— MATERIAL FOR THIS EXERCISE —
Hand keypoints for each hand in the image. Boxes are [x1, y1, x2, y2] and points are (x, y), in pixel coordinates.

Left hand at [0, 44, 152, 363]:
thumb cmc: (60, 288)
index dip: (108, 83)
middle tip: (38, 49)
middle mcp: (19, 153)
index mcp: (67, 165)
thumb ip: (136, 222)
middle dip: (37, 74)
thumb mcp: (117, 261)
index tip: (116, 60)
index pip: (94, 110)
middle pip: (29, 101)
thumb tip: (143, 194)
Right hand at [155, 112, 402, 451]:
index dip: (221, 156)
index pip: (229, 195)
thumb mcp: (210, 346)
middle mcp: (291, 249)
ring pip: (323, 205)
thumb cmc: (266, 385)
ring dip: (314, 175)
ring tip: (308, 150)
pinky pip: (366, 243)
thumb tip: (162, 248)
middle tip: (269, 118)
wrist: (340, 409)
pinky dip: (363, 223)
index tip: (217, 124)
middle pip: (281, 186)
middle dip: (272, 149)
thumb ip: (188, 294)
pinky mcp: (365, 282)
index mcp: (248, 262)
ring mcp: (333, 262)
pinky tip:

— INSTRUCTIONS FOR THE TASK —
Working from the material above, retype exactly the lines from the one with "thumb cmc: (60, 288)" through the one with "middle mcp: (291, 249)", both included, and only those lines.

— ANSWER TO THE EXERCISE —
thumb cmc: (60, 288)
index dip: (108, 83)
middle tip: (38, 49)
middle mcp: (19, 153)
index mcp: (67, 165)
thumb ip: (136, 222)
middle dip: (37, 74)
thumb mcp: (117, 261)
index tip: (116, 60)
index pip: (94, 110)
middle pip: (29, 101)
thumb tip: (143, 194)
Right hand at [155, 112, 402, 451]:
index dip: (221, 156)
index pip: (229, 195)
thumb mcp: (210, 346)
middle mcp: (291, 249)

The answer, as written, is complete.